__Work to be completed__: Write the entries below out again in full. Match every character.

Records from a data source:
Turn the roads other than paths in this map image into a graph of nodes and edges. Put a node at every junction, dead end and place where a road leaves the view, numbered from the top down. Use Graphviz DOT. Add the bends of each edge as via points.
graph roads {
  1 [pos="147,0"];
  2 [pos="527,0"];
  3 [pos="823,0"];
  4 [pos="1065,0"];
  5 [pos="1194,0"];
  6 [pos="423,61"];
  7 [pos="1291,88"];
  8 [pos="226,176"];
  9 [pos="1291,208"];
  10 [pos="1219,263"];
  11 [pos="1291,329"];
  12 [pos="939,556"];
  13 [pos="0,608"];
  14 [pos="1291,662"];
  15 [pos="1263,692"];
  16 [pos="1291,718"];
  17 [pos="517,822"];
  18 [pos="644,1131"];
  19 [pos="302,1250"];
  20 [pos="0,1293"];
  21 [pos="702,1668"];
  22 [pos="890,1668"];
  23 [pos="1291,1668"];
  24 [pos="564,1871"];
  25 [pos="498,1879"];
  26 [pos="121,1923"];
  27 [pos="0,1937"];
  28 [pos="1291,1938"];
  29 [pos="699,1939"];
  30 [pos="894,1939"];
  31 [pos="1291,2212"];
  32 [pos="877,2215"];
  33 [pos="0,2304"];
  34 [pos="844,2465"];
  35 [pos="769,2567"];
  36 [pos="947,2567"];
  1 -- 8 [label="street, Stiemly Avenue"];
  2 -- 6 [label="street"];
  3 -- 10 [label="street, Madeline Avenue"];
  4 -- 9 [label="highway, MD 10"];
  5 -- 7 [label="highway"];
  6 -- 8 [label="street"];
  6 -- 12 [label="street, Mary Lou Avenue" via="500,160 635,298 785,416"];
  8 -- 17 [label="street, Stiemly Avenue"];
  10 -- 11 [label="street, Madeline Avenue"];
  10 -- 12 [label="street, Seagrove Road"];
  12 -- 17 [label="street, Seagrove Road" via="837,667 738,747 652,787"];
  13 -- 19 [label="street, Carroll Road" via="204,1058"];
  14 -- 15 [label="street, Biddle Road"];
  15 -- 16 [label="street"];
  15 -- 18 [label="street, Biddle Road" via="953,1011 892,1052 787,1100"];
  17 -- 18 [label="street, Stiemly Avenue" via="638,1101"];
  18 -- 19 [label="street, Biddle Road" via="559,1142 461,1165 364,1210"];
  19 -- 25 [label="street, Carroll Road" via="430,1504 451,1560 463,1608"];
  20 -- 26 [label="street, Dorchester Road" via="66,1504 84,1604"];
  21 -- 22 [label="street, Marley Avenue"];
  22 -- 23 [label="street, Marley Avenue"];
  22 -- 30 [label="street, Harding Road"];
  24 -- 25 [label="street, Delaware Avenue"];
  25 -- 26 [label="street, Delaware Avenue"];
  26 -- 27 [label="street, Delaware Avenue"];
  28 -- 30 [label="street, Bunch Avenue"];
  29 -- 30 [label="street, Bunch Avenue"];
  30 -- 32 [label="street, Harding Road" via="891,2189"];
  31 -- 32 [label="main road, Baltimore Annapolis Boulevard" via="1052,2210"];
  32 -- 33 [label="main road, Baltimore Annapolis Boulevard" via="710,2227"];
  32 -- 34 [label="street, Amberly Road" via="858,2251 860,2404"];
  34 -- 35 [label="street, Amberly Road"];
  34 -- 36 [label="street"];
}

__Written reply__:
Turn the roads other than paths in this map image into a graph of nodes and edges. Put a node at every junction, dead end and place where a road leaves the view, numbered from the top down. Use Graphviz DOT. Add the bends of each edge as via points.
graph roads {
  1 [pos="147,0"];
  2 [pos="527,0"];
  3 [pos="823,0"];
  4 [pos="1065,0"];
  5 [pos="1194,0"];
  6 [pos="423,61"];
  7 [pos="1291,88"];
  8 [pos="226,176"];
  9 [pos="1291,208"];
  10 [pos="1219,263"];
  11 [pos="1291,329"];
  12 [pos="939,556"];
  13 [pos="0,608"];
  14 [pos="1291,662"];
  15 [pos="1263,692"];
  16 [pos="1291,718"];
  17 [pos="517,822"];
  18 [pos="644,1131"];
  19 [pos="302,1250"];
  20 [pos="0,1293"];
  21 [pos="702,1668"];
  22 [pos="890,1668"];
  23 [pos="1291,1668"];
  24 [pos="564,1871"];
  25 [pos="498,1879"];
  26 [pos="121,1923"];
  27 [pos="0,1937"];
  28 [pos="1291,1938"];
  29 [pos="699,1939"];
  30 [pos="894,1939"];
  31 [pos="1291,2212"];
  32 [pos="877,2215"];
  33 [pos="0,2304"];
  34 [pos="844,2465"];
  35 [pos="769,2567"];
  36 [pos="947,2567"];
  1 -- 8 [label="street, Stiemly Avenue"];
  2 -- 6 [label="street"];
  3 -- 10 [label="street, Madeline Avenue"];
  4 -- 9 [label="highway, MD 10"];
  5 -- 7 [label="highway"];
  6 -- 8 [label="street"];
  6 -- 12 [label="street, Mary Lou Avenue" via="500,160 635,298 785,416"];
  8 -- 17 [label="street, Stiemly Avenue"];
  10 -- 11 [label="street, Madeline Avenue"];
  10 -- 12 [label="street, Seagrove Road"];
  12 -- 17 [label="street, Seagrove Road" via="837,667 738,747 652,787"];
  13 -- 19 [label="street, Carroll Road" via="204,1058"];
  14 -- 15 [label="street, Biddle Road"];
  15 -- 16 [label="street"];
  15 -- 18 [label="street, Biddle Road" via="953,1011 892,1052 787,1100"];
  17 -- 18 [label="street, Stiemly Avenue" via="638,1101"];
  18 -- 19 [label="street, Biddle Road" via="559,1142 461,1165 364,1210"];
  19 -- 25 [label="street, Carroll Road" via="430,1504 451,1560 463,1608"];
  20 -- 26 [label="street, Dorchester Road" via="66,1504 84,1604"];
  21 -- 22 [label="street, Marley Avenue"];
  22 -- 23 [label="street, Marley Avenue"];
  22 -- 30 [label="street, Harding Road"];
  24 -- 25 [label="street, Delaware Avenue"];
  25 -- 26 [label="street, Delaware Avenue"];
  26 -- 27 [label="street, Delaware Avenue"];
  28 -- 30 [label="street, Bunch Avenue"];
  29 -- 30 [label="street, Bunch Avenue"];
  30 -- 32 [label="street, Harding Road" via="891,2189"];
  31 -- 32 [label="main road, Baltimore Annapolis Boulevard" via="1052,2210"];
  32 -- 33 [label="main road, Baltimore Annapolis Boulevard" via="710,2227"];
  32 -- 34 [label="street, Amberly Road" via="858,2251 860,2404"];
  34 -- 35 [label="street, Amberly Road"];
  34 -- 36 [label="street"];
}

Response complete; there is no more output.